Tuesday, June 08, 2010
Warren Anderson

Described as “too little, too late” and a “joke” by survivors and advocates, convictions were finally handed down in India related to the 1984 Union Carbide gas leak that killed approximately 15,000 people.

Eight former executives of the company’s Indian subsidiary were convicted of negligence and sentenced two years in prison and fined 100,000 rupees, or $2,100.
Victims groups and activists wanted more serious penalties brought against the former executives, who at one point faced charges of culpable homicide until India’s Supreme Court reduced things to “death by negligence,” which is most often used in cases involving car accidents.

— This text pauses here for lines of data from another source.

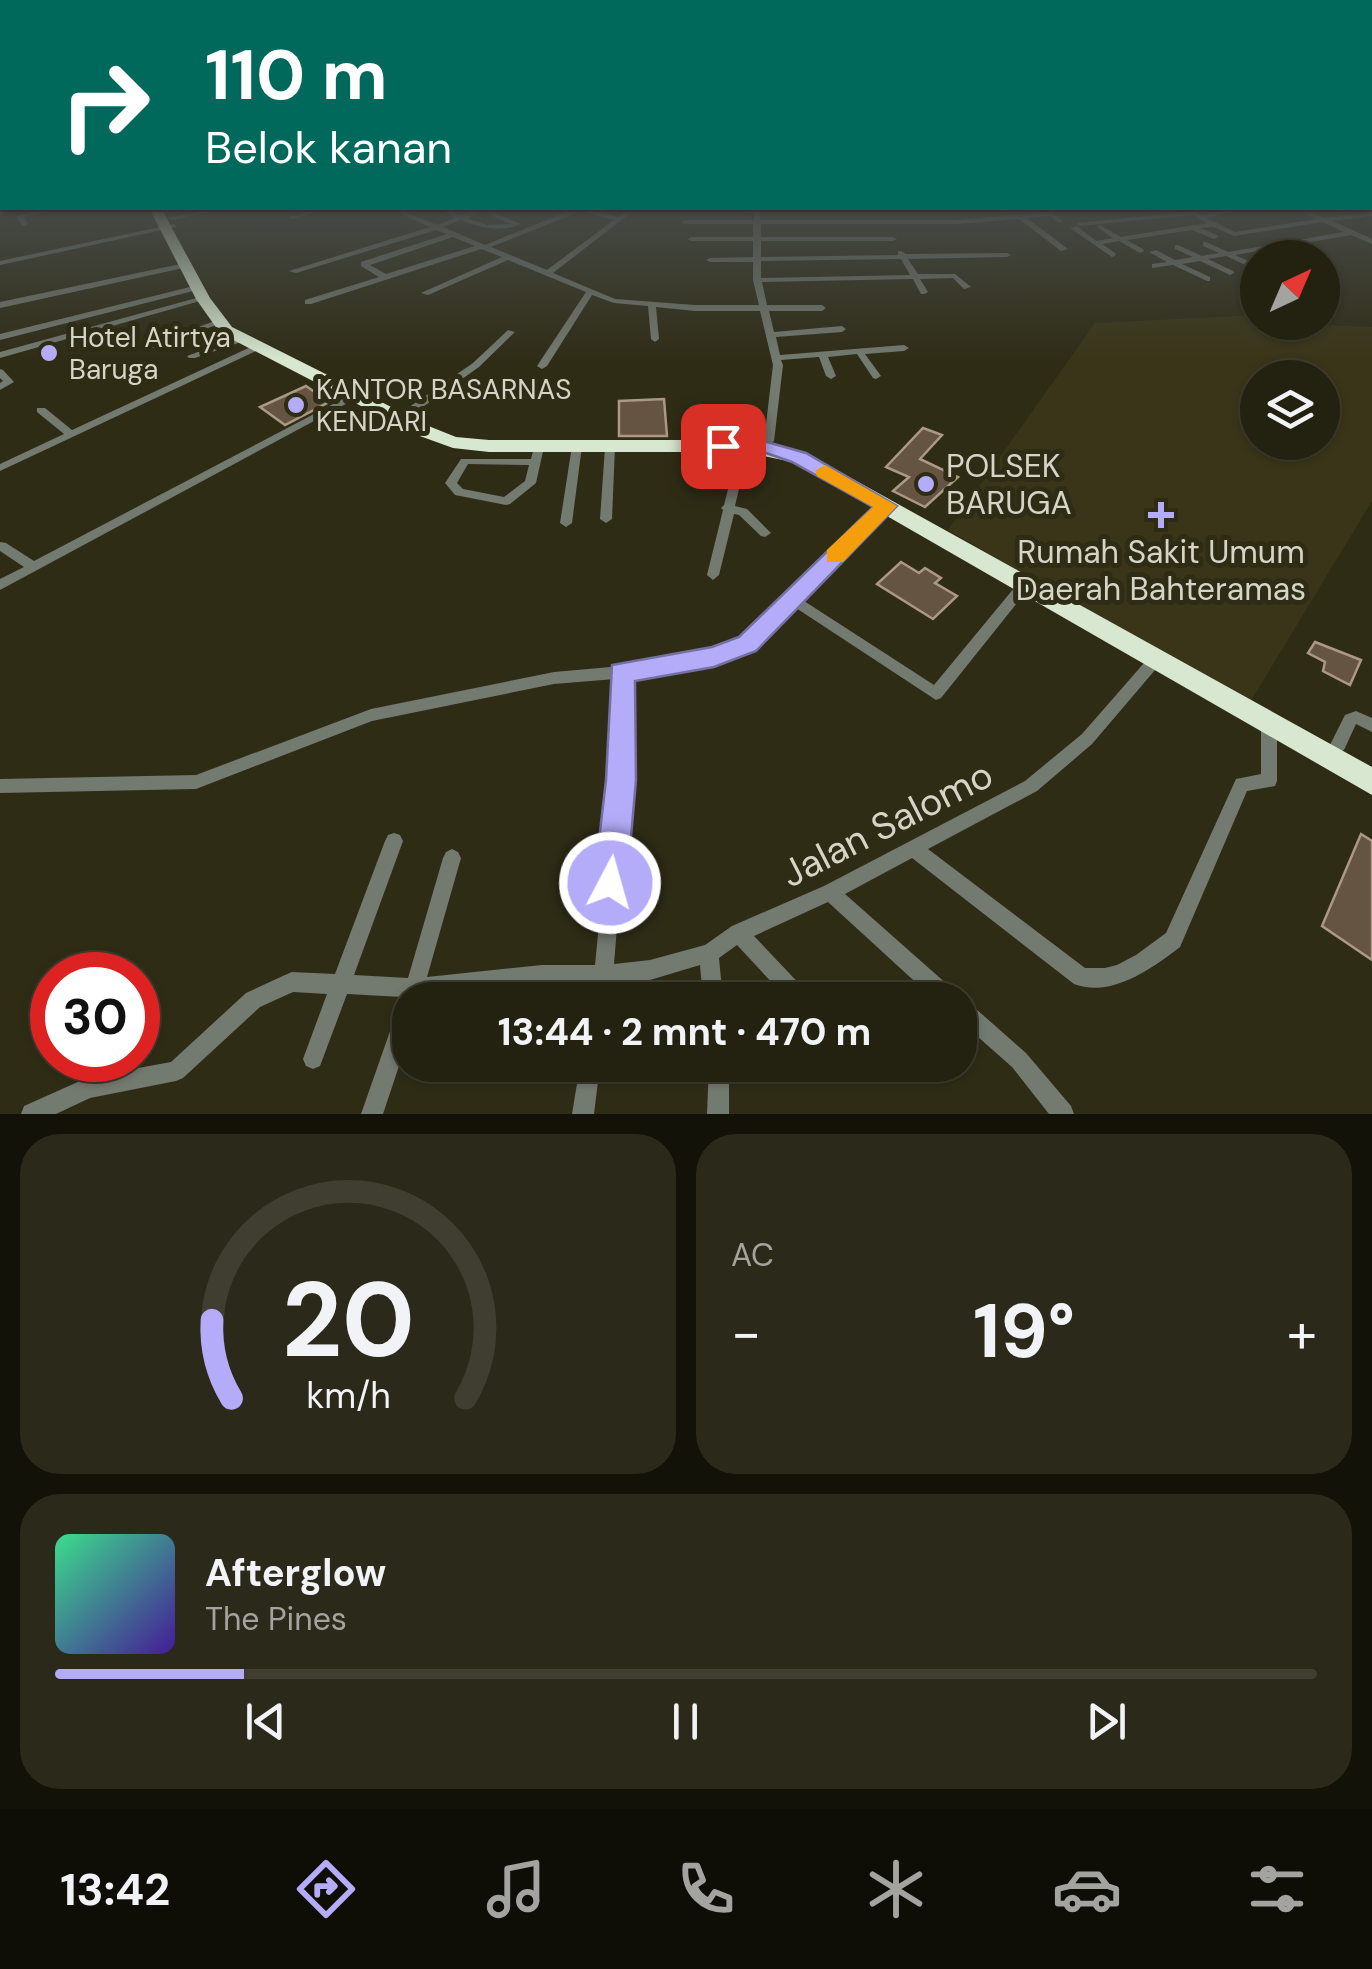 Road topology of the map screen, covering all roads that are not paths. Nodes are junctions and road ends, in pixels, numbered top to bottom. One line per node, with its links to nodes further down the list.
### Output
1 (182, 257): 18 (highway)
2 (190, 257): 56 (highway)
3 (339, 257): 13 (street)
4 (385, 257): 24 (street)
5 (447, 257): 24 (street)
6 (506, 257): 32 (street)
7 (510, 257): 23 (street)
8 (569, 257): 23 (street)
9 (903, 257): 15 (street); 25 (street)
10 (1163, 257): 17 (street)
11 (1205, 257): 14 (street)
12 (292, 258): 20 (street)
13 (336, 258): 20 (street)
14 (1200, 258): 17 (street); 22 (street)
15 (755, 259): 16 (street); 27 (street)
16 (710, 260)
17 (1174, 262): 19 (street); 26 (street)
18 (185, 265): 31 (highway); 34 (street)
19 (1155, 266)
20 (308, 267): 21 (street)
21 (293, 272)
22 (1230, 273)
23 (547, 274): 29 (street)
24 (383, 276): 33 (street)
25 (916, 277): 27 (street); 28 (street); 30 (street)
26 (1207, 278)
27 (757, 280): 36 (street)
28 (967, 287)
29 (590, 292): 35 (street); 52 (street)
30 (924, 292)
31 (200, 293): 38 (highway); 42 (street); 48 (street)
32 (424, 293)
33 (308, 302)
34 (0, 305)
35 (652, 305): 36 (street); 43 (street)
36 (762, 308): 37 (street); 41 (street)
37 (822, 308)
38 (218, 323): 44 (highway); 45 (street)
39 (842, 329): 41 (street)
40 (511, 332): 60 (street)
41 (771, 335): 51 (street)
42 (0, 337)
43 (654, 339)
44 (249, 343): 49 (street); 56 (highway); 61 (street)
45 (146, 347)
46 (904, 348): 47 (street)
47 (859, 351): 50 (street); 55 (street)
48 (0, 355)
49 (192, 356)
50 (823, 356): 51 (street); 54 (street)
51 (777, 358): 62 (street)
52 (542, 366)
53 (0, 372): 57 (street)
54 (831, 376)
55 (876, 376)
56 (324, 377): 58 (highway); 60 (highway)
57 (0, 387)
58 (352, 397): 67 (highway); 76 (street)
59 (41, 410): 61 (street)
60 (406, 414): 63 (highway)
61 (72, 435): 68 (street)
62 (769, 441): 63 (highway); 74 (highway)
63 (633, 442): 65 (highway); 66 (highway)
64 (577, 446): 66 (highway); 67 (highway); 72 (street)
65 (744, 446): 69 (highway); 70 (street)
66 (610, 447): 71 (street)
67 (536, 455): 67 (street)
68 (0, 468)
69 (887, 506): 74 (highway); 80 (street)
70 (727, 508): 73 (street); 77 (street)
71 (606, 519)
72 (566, 524)
73 (765, 533)
74 (961, 542): 79 (highway); 83 (highway)
75 (2, 546): 76 (street)
76 (32, 566): 78 (street)
77 (713, 575)
78 (0, 584)
79 (1024, 585): 80 (street); 81 (highway)
80 (792, 599): 82 (street)
81 (1156, 659): 83 (highway); 91 (street, Jalan Salomo)
82 (622, 672): 89 (street); 96 (street)
83 (1216, 686): 84 (highway); 86 (highway)
84 (1269, 724): 88 (highway); 91 (street)
85 (1372, 724): 86 (street)
86 (1338, 745): 87 (highway)
87 (1372, 764)
88 (1372, 782)
89 (0, 786)
90 (394, 841): 97 (street)
91 (914, 849): 93 (street, Jalan Salomo)
92 (452, 858): 98 (street)
93 (830, 892): 94 (street, Jalan Salomo); 103 (street)
94 (738, 933): 95 (street, Jalan Salomo); 102 (street)
95 (708, 953): 96 (street, Jalan Salomo); 101 (street)
96 (604, 976): 99 (street, Jalan Salomo); 100 (street)
97 (340, 982): 104 (street, Jalan Salomo); 107 (street); 110 (street, Jalan Salomo)
98 (416, 982)
99 (501, 982)
100 (603, 982)
101 (712, 982)
102 (783, 982)
103 (930, 982)
104 (392, 993)
105 (977, 1023): 114 (street)
106 (392, 1056): 111 (street)
107 (313, 1059)
108 (588, 1082): 112 (street)
109 (719, 1082): 113 (street)
110 (32, 1114)
111 (372, 1114)
112 (583, 1114)
113 (718, 1114)
114 (1064, 1114) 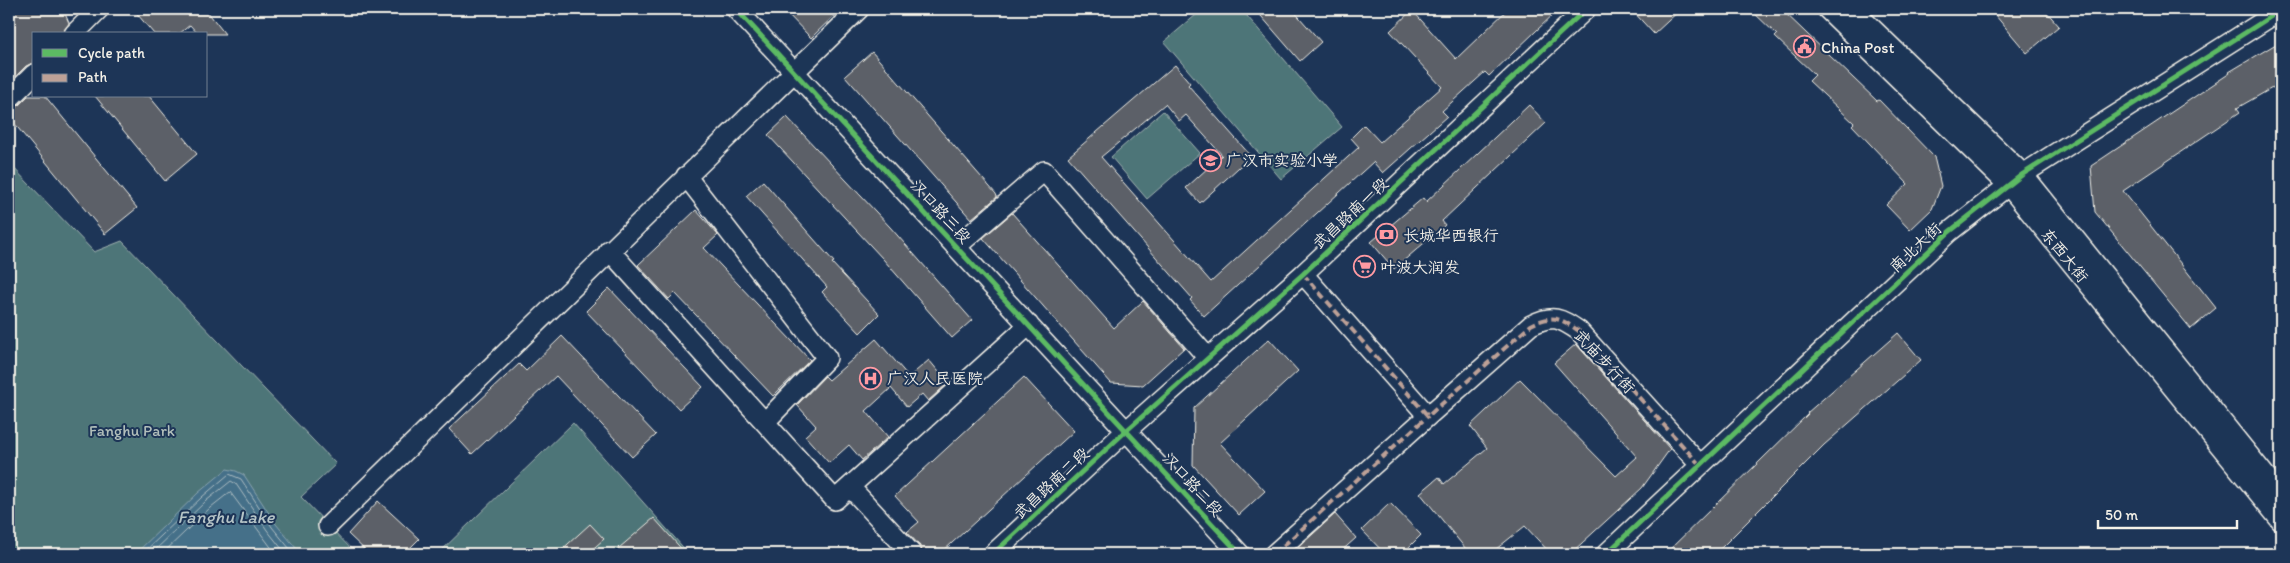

Sati Nath Sarangi, an advocate for the victims, characterized the verdict as “the world’s worst industrial disaster reduced to a traffic accident.”
“This sentence is a joke on the people of Bhopal who waited 25 years for justice,” said Abdul Jabbar, a survivor of the catastrophe.
Indian authorities tried going after Union Carbide’s top official, Warren M. Anderson, following the accident, but Anderson fled the country and returned to the United States, refusing to face criminal charges.
-Noel Brinkerhoff
Indian Court Convicts Eight in Bhopal Disaster (by Lydia Polgreen and Hari Kumar, New York Times)
Indian Court Convicts 7 in Bhopal Gas Tragedy (by Rama Lakshmi, Washington Post)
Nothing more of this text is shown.